Going to college after high school was not always on my radar. I did not begin to seriously consider college until the middle of my junior year of high school. I did not know much about applying to, paying for or even researching different colleges and the programs they offered. I had no idea about the financial aid process, housing selection or even how I was going to move from my mother’s home to my dormitory. But I had teachers and counselors at Oak Park High School who were invested in me, pushed me and guided me through the initial application process.
College was not an expectation in my household. My parents did not complete high school, so graduating from high school was already a huge accomplishment. When I made the decision to pursue college and apply to the University of Michigan, the reaction that I received from my family was ambiguous. I could tell that they were happy for me, but, at the same time, I sensed a bit of worry. It meant that I would be unable to enter the workforce and help my mother win bread.
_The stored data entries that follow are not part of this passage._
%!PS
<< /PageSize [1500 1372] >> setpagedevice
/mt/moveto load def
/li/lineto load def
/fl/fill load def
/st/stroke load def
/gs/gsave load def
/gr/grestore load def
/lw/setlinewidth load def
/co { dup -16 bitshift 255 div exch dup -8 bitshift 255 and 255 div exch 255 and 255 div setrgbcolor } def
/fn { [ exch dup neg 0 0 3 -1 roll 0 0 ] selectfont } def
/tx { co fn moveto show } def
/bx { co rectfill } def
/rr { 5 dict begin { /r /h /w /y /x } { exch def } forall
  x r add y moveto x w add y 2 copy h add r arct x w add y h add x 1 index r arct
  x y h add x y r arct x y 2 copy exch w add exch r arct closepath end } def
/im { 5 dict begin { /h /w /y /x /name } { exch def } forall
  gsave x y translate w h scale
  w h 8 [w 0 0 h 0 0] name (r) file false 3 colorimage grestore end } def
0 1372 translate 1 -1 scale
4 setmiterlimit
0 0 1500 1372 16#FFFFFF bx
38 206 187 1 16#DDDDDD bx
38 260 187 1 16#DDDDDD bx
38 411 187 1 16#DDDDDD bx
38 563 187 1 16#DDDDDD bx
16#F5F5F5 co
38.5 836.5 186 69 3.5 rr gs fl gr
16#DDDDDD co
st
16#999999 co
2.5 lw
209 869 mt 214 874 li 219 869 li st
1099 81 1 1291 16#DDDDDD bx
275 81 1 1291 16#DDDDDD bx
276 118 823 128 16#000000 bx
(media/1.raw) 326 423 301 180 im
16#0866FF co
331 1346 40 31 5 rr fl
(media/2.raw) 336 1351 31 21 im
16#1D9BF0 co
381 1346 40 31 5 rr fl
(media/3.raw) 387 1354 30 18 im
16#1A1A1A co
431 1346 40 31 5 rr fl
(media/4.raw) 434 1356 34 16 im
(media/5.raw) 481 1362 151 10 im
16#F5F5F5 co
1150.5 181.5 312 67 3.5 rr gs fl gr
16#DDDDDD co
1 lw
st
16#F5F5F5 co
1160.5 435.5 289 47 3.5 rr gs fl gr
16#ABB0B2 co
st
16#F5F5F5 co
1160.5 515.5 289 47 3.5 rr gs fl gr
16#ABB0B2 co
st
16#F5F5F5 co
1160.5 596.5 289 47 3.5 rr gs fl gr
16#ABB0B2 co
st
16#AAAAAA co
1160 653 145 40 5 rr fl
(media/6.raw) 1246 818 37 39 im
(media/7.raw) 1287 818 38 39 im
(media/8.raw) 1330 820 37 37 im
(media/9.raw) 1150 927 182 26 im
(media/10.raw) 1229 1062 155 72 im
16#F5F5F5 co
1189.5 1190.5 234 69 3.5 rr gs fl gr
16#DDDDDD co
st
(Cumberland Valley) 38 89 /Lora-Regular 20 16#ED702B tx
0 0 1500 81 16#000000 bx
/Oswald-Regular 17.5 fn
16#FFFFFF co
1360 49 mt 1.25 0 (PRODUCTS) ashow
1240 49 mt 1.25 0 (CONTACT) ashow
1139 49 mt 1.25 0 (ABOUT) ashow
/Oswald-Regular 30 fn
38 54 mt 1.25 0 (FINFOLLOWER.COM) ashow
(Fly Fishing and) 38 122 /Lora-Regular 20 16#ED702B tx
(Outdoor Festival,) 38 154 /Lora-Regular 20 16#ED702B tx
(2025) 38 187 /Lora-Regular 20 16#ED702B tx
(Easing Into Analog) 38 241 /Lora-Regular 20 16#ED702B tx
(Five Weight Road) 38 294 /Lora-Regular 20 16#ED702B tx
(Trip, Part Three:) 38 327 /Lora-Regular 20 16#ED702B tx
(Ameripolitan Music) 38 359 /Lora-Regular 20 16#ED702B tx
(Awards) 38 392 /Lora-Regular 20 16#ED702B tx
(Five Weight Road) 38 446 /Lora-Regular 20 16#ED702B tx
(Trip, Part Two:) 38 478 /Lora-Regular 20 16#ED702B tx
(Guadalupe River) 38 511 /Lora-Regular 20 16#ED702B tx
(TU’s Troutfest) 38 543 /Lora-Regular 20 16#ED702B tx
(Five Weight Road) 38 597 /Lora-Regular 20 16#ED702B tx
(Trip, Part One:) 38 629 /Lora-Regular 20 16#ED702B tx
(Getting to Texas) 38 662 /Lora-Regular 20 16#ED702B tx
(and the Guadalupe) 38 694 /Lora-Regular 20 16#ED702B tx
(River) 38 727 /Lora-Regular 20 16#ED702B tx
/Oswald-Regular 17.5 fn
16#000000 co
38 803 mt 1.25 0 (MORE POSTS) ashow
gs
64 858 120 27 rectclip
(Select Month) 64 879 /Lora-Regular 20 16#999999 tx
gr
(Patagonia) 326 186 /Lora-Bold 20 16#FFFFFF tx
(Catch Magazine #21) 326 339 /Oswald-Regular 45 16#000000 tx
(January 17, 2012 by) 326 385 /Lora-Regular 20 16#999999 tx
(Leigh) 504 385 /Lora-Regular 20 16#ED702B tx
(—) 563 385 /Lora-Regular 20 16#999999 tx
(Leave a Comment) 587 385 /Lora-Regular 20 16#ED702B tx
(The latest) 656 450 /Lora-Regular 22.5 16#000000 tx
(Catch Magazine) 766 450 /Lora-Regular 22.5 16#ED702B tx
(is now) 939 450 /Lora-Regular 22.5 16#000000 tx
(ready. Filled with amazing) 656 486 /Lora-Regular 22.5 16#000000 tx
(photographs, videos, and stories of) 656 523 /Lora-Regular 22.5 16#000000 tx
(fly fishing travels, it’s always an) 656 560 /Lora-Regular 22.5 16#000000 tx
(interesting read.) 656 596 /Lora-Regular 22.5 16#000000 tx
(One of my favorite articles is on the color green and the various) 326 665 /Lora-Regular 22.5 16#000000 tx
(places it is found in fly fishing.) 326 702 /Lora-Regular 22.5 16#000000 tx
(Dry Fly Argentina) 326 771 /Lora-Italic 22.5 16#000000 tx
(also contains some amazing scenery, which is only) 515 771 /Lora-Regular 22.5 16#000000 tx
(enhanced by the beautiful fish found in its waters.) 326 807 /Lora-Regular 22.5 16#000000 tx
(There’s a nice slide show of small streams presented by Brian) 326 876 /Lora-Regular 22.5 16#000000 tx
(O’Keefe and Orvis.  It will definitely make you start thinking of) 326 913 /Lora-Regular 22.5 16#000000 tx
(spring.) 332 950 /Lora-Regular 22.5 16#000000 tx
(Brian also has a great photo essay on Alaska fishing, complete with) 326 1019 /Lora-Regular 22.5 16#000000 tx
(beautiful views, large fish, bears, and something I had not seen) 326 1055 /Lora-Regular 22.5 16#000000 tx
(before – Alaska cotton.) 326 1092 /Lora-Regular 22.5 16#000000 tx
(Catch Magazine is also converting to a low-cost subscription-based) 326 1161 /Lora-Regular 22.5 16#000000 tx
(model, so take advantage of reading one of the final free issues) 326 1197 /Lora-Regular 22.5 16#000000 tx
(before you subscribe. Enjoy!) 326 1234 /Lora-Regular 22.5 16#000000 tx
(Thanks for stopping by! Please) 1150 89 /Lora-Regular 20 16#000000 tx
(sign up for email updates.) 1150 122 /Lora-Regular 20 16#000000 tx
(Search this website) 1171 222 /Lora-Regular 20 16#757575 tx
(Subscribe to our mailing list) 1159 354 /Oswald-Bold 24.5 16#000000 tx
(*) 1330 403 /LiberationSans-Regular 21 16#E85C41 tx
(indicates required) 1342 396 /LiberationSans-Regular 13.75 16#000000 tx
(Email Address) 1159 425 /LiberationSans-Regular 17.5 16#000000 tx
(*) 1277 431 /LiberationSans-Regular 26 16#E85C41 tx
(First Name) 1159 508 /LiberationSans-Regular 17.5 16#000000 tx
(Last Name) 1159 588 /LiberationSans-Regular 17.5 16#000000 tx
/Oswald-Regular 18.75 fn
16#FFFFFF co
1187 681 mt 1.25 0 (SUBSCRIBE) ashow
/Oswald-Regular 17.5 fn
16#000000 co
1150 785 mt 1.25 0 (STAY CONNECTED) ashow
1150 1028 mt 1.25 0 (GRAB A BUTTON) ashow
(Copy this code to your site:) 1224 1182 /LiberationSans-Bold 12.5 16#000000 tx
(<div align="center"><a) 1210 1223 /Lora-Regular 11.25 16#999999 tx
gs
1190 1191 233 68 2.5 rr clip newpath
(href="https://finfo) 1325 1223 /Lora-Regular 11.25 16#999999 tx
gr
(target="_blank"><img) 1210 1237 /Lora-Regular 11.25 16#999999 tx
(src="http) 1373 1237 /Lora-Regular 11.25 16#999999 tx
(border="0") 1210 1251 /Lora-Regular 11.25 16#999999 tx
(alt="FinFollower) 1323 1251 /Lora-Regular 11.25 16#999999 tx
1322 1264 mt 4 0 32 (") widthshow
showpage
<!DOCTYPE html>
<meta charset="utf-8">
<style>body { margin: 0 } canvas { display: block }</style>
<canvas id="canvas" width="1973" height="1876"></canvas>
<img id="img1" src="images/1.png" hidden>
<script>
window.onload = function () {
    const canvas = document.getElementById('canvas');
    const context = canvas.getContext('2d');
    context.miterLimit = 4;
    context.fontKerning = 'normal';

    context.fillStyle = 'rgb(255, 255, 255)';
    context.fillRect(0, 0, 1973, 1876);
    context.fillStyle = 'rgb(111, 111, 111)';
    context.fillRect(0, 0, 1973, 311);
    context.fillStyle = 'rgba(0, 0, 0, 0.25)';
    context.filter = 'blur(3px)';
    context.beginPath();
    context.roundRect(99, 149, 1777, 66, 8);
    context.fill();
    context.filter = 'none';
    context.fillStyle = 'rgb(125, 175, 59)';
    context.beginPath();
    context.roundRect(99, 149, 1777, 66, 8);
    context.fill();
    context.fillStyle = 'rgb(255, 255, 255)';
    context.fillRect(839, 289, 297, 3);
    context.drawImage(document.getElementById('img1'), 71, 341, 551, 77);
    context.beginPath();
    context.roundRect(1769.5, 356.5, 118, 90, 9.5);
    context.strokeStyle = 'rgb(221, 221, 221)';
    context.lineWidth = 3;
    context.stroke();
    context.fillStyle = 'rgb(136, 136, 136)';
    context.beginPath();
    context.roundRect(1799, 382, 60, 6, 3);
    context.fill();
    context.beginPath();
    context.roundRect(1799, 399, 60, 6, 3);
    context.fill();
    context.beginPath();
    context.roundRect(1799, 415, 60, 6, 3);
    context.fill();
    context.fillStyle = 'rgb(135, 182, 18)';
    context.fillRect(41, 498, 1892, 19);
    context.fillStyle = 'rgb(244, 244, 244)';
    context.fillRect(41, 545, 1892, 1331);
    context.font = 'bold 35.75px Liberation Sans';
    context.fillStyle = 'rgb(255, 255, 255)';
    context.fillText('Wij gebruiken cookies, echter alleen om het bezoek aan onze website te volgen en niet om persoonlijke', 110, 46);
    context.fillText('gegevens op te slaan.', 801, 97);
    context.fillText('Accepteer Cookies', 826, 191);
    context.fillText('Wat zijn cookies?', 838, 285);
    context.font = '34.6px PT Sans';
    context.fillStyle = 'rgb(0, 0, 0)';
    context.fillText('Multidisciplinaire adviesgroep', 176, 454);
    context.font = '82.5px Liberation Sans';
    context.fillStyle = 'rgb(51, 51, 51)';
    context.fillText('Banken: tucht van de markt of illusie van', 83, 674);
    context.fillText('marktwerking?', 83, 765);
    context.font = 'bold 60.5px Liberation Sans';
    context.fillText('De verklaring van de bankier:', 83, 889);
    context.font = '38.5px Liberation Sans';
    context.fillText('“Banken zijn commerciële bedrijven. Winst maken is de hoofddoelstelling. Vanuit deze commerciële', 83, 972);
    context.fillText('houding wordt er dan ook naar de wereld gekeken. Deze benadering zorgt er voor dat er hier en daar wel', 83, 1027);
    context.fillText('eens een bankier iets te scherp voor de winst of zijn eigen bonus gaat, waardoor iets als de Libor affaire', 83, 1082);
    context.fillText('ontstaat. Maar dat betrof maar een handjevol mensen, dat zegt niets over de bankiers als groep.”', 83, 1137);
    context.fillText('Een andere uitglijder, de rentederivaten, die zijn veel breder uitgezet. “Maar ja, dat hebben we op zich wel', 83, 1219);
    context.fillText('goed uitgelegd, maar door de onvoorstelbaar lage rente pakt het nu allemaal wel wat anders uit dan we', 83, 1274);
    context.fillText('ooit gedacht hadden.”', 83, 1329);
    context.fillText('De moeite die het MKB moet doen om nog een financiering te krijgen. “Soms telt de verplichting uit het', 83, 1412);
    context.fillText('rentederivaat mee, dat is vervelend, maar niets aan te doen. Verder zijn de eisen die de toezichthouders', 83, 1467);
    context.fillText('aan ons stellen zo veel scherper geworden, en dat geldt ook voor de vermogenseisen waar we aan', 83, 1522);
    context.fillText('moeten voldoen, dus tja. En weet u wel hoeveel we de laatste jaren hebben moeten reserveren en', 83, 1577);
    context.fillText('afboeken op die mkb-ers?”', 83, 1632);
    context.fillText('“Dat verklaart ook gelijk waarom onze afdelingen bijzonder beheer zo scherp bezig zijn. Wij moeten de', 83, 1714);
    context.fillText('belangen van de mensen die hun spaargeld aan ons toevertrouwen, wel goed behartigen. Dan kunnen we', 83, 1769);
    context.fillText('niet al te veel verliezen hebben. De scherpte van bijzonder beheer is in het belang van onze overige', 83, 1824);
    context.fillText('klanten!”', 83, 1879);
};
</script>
On Sunday, June 24, 2012, I had just moved into my dorm at Mosher-Jordan Hall for the Summer Bridge Program offered through the Comprehensive Studies Program. I had just met my roommate, Kerrell Spivey. My excitement was tempered with the shame that I couldn’t help my mother pay for the bills. Was I really about to spend four years on this campus that I could spend supporting my family? And yet it was for my family that I decided to stay.
Everyone faces obstacles throughout college, but I am not judging hardships. I will say, though, that there are obstacles singular to the experience of first-generation students. Coming to the University was a culture shock for me. I had come from a predominantly Black high school. I had grown up in Black neighborhoods. Being on a campus so white taught me the importance of staying close to the Black community on campus. Staying close to the Black community on campus meant that I would be able to have individuals to relate to and who would understand the obstacles that I face; whereas, individuals of different races would not be able to relate.
My family, try as they might, could not understand the academic responsibilities that I had, and a rift grew between us. This isolation turned into full depression. I did not visit my home for stretches of months because I felt that I would have to put on a different identity from my campus identity. I had a void in my heart, and I felt that they might see me as better than them, unable to relate. It is a void that first-generation students know.
I had to work part-time during my time at the University. This was not because I wanted to, but because I had to. I was lucky enough to receive a nice financial aid award package from the University, but this was just enough to cover school and housing. I worked because I wanted to save money in case of a familial emergency and to have money for social outings. The social aspect of college is just as important as the academic aspect. I could not take my mother’s credit card and charge whatever I wanted to it. I had to look for work and earn what I wanted. Even then, I hesitated in spending money because at the back of my mind I was readying myself for emergencies at home.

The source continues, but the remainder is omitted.